• [INSTRUCTIONS FOR THE TASK]
Determine which lines of the records include the word "Llantrisant", and copy them.
[Start of section]
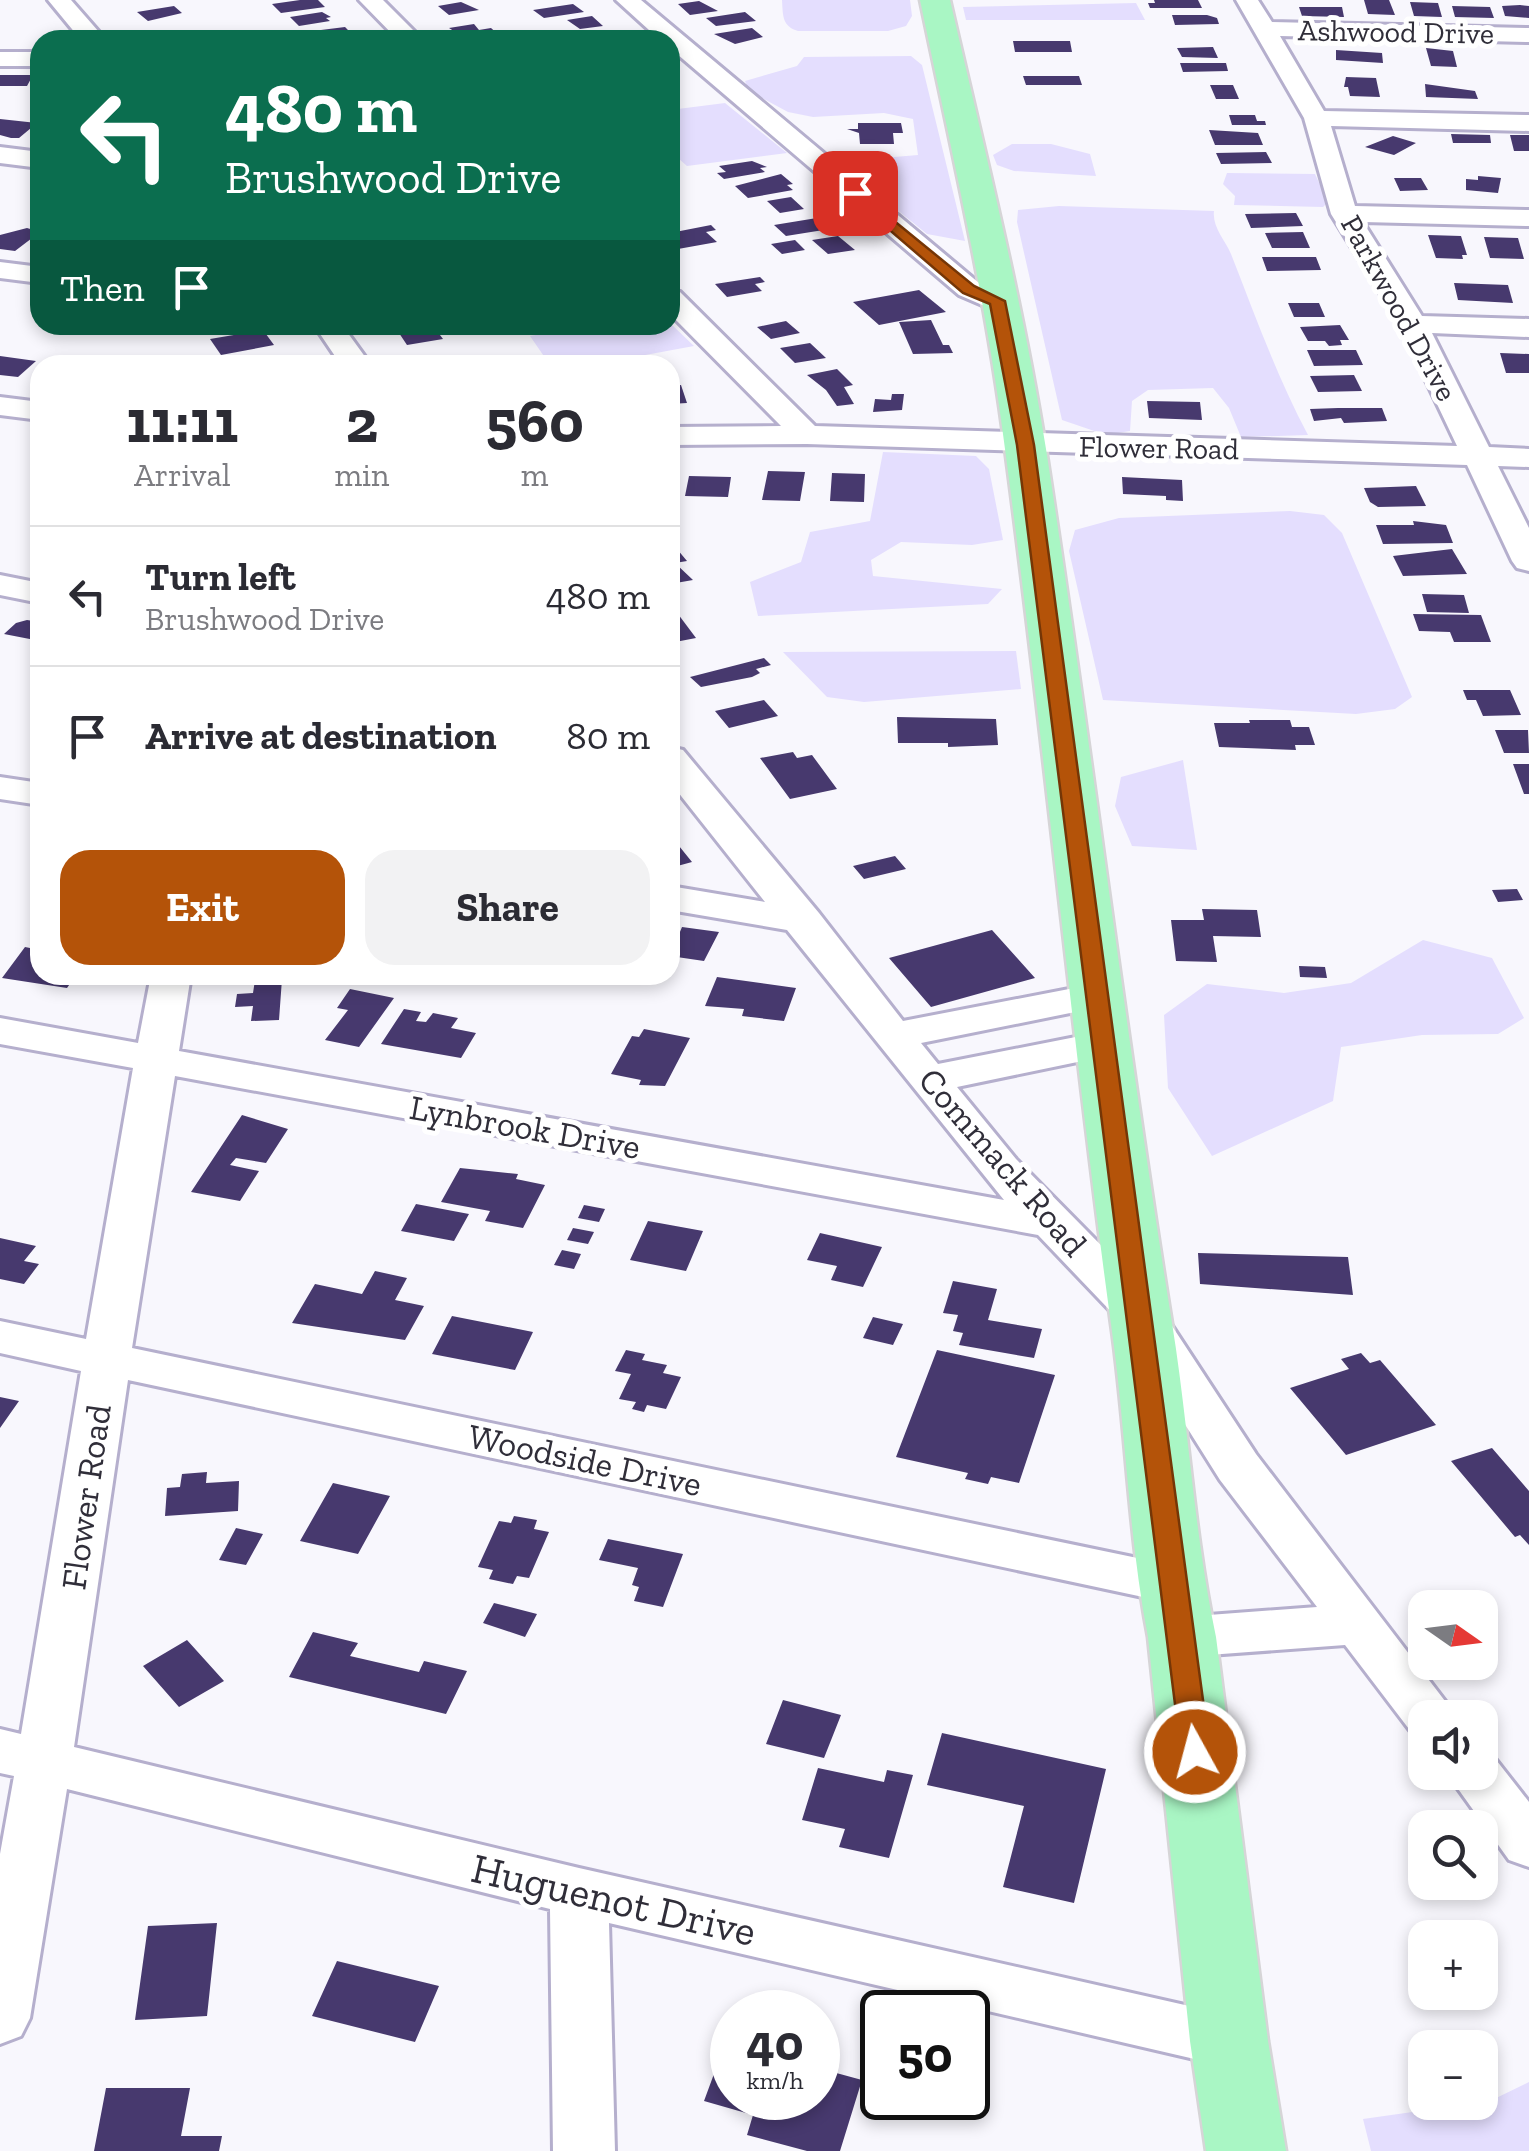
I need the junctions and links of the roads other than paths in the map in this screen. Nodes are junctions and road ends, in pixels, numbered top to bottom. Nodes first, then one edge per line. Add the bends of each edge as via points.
1 (59, 0) edge
2 (370, 0) edge
3 (627, 0) edge
4 (935, 0) edge
5 (1247, 0) edge
6 (1262, 29) junction
7 (85, 30) edge
8 (401, 30) edge
9 (662, 30) edge
10 (1529, 35) edge
11 (680, 45) edge
12 (0, 60) edge
13 (30, 60) edge
14 (1316, 118) junction
15 (1529, 123) edge
16 (0, 155) edge
17 (30, 159) edge
18 (1344, 214) junction
19 (1529, 218) edge
20 (0, 270) edge
21 (30, 274) edge
22 (997, 301) junction
23 (680, 308) edge
24 (1413, 324) junction
25 (1529, 328) edge
26 (0, 406) edge
27 (30, 410) edge
28 (807, 435) junction
29 (680, 436) edge
30 (1026, 445) junction
31 (1477, 455) junction
32 (1529, 458) edge
33 (1529, 561) edge
34 (0, 585) edge
35 (30, 591) edge
36 (680, 770) edge
37 (0, 788) edge
38 (30, 792) edge
39 (680, 900) edge
40 (804, 921) junction
41 (169, 985) edge
42 (1095, 996) junction
43 (984, 1017) junction
44 (0, 1032) edge
45 (895, 1036) junction
46 (1102, 1045) junction
47 (155, 1060) junction
48 (1016, 1062) junction
49 (929, 1078) junction
50 (1050, 1223) junction
51 (1138, 1310) junction
52 (0, 1337) edge
53 (106, 1359) junction
54 (1176, 1610) junction
55 (1358, 1624) junction
56 (1416, 1700) edge
57 (23, 1756) edge
58 (1487, 1790) edge
59 (1529, 1844) edge
60 (579, 1892) junction
61 (0, 2018) edge
62 (1230, 2041) junction
63 (584, 2151) edge
64 (1246, 2151) edge

1 - 7 street
2 - 8 street
3 - 9 street
4 - 22 main road
5 - 6 street, Parkwood Drive
6 - 10 street, Ashwood Drive
6 - 14 street, Parkwood Drive
11 - 22 street via 968,290
12 - 13 street
14 - 15 street
14 - 18 street, Parkwood Drive
16 - 17 street
18 - 19 street
18 - 24 street, Parkwood Drive
20 - 21 street
22 - 30 main road
23 - 28 street
24 - 25 street
24 - 31 street, Parkwood Drive
26 - 27 street
28 - 29 street, Flower Road
28 - 30 street, Flower Road
30 - 31 street, Flower Road
30 - 42 main road
31 - 32 street, Flower Road
31 - 33 street, Parkwood Drive
34 - 35 street
36 - 40 street, Commack Road
37 - 38 street
39 - 40 street
40 - 45 street, Commack Road
41 - 47 street, Flower Road
42 - 43 street
42 - 46 main road
43 - 45 street
43 - 48 street
44 - 47 street, Lynbrook Drive
45 - 49 street, Commack Road
46 - 48 street
46 - 51 main road
47 - 50 street, Lynbrook Drive
47 - 53 street, Flower Road
48 - 49 street
49 - 50 street, Commack Road
50 - 51 street, Commack Road
51 - 54 main road
51 - 55 street, Commack Road via 1238,1468
52 - 53 street, Woodside Drive
53 - 54 street, Woodside Drive
53 - 57 street, Flower Road
54 - 55 street, Woodside Drive
54 - 62 main road
55 - 56 street, Commack Road
57 - 60 street, Huguenot Drive
57 - 61 street, Flower Road
58 - 59 street
60 - 62 street, Huguenot Drive
60 - 63 street
62 - 64 main road

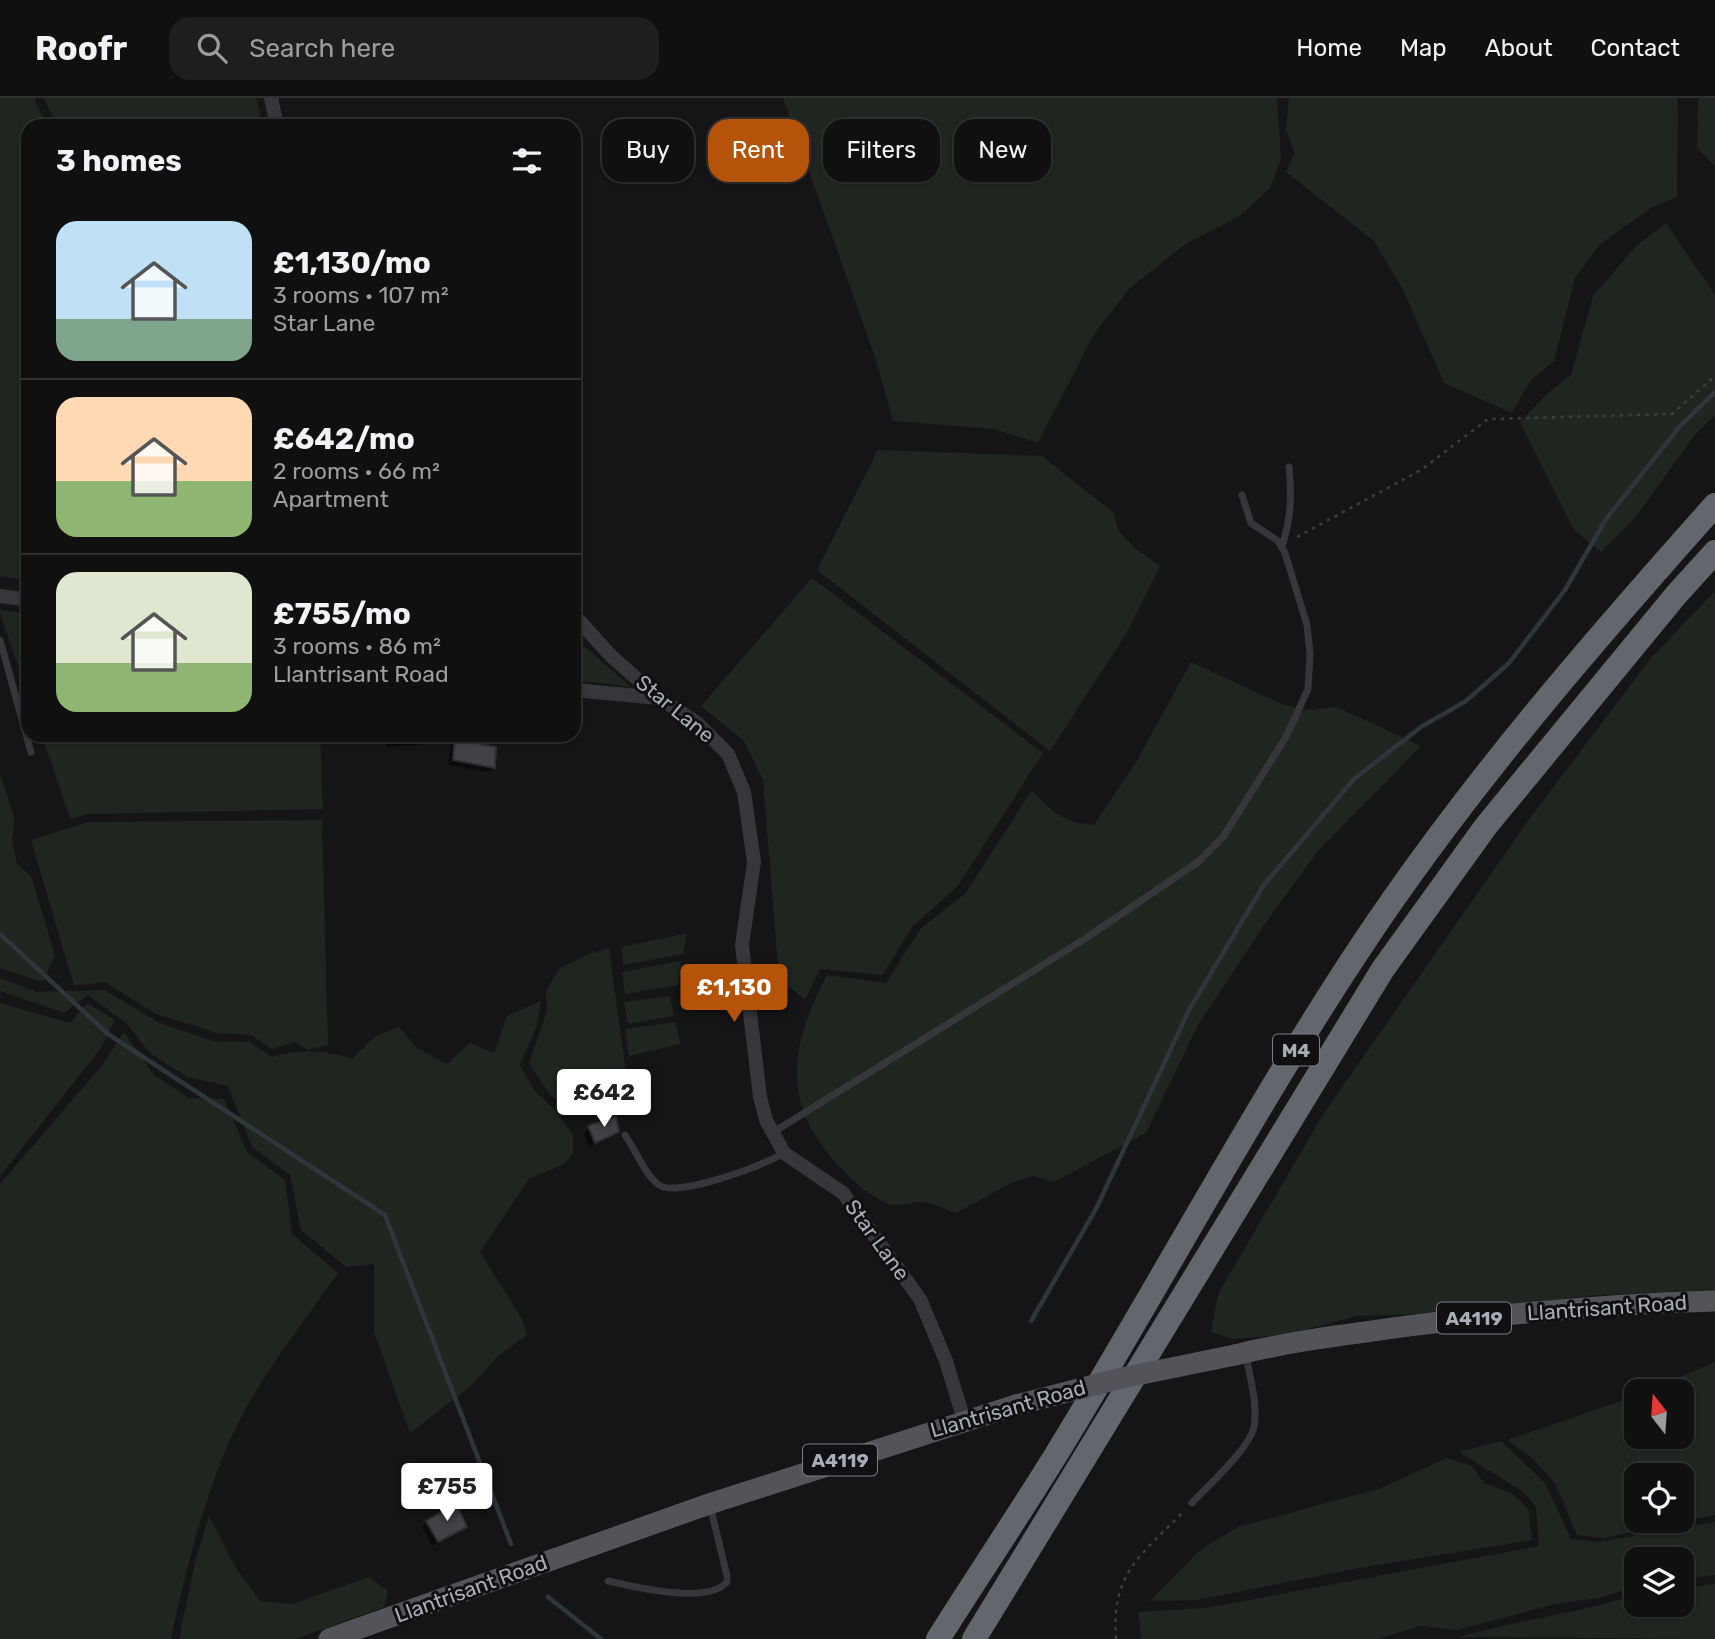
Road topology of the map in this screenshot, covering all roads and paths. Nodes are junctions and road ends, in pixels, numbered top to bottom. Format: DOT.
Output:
graph roads {
  1 [pos="271,98"];
  2 [pos="276,119"];
  3 [pos="1715,376"];
  4 [pos="1289,467"];
  5 [pos="1242,495"];
  6 [pos="1715,505"];
  7 [pos="1282,546"];
  8 [pos="1715,552"];
  9 [pos="0,596"];
  10 [pos="21,599"];
  11 [pos="581,623"];
  12 [pos="0,640"];
  13 [pos="581,691"];
  14 [pos="659,698"];
  15 [pos="21,716"];
  16 [pos="28,742"];
  17 [pos="31,752"];
  18 [pos="772,1133"];
  19 [pos="625,1135"];
  20 [pos="784,1153"];
  21 [pos="1715,1301"];
  22 [pos="1240,1353"];
  23 [pos="964,1420"];
  24 [pos="1192,1503"];
  25 [pos="709,1504"];
  26 [pos="608,1581"];
  27 [pos="334,1638"];
  28 [pos="938,1639"];
  29 [pos="974,1639"];
  30 [pos="1116,1639"];
  1 -- 2 [label="street"];
  3 -- 7 [label="path"];
  4 -- 7 [label="lane"];
  5 -- 7 [label="lane"];
  6 -- 28 [label="highway, M4"];
  7 -- 18 [label="lane"];
  8 -- 29 [label="highway, M4"];
  9 -- 10 [label="street"];
  11 -- 14 [label="street, Star Lane"];
  12 -- 15 [label="lane"];
  13 -- 14 [label="street"];
  14 -- 18 [label="street, Star Lane"];
  16 -- 17 [label="lane"];
  18 -- 20 [label="street, Star Lane"];
  19 -- 20 [label="lane"];
  20 -- 23 [label="street, Star Lane"];
  21 -- 22 [label="main road, Llantrisant Road / A4119"];
  22 -- 23 [label="main road, Llantrisant Road / A4119, bridge"];
  22 -- 24 [label="lane"];
  23 -- 25 [label="main road, Llantrisant Road / A4119"];
  24 -- 30 [label="path"];
  25 -- 26 [label="lane"];
  25 -- 27 [label="main road, Llantrisant Road / A4119"];
}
[End of section]
• [RESPONSE FOR THIS EXERCISE]
  21 -- 22 [label="main road, Llantrisant Road / A4119"];
  22 -- 23 [label="main road, Llantrisant Road / A4119, bridge"];
  23 -- 25 [label="main road, Llantrisant Road / A4119"];
  25 -- 27 [label="main road, Llantrisant Road / A4119"];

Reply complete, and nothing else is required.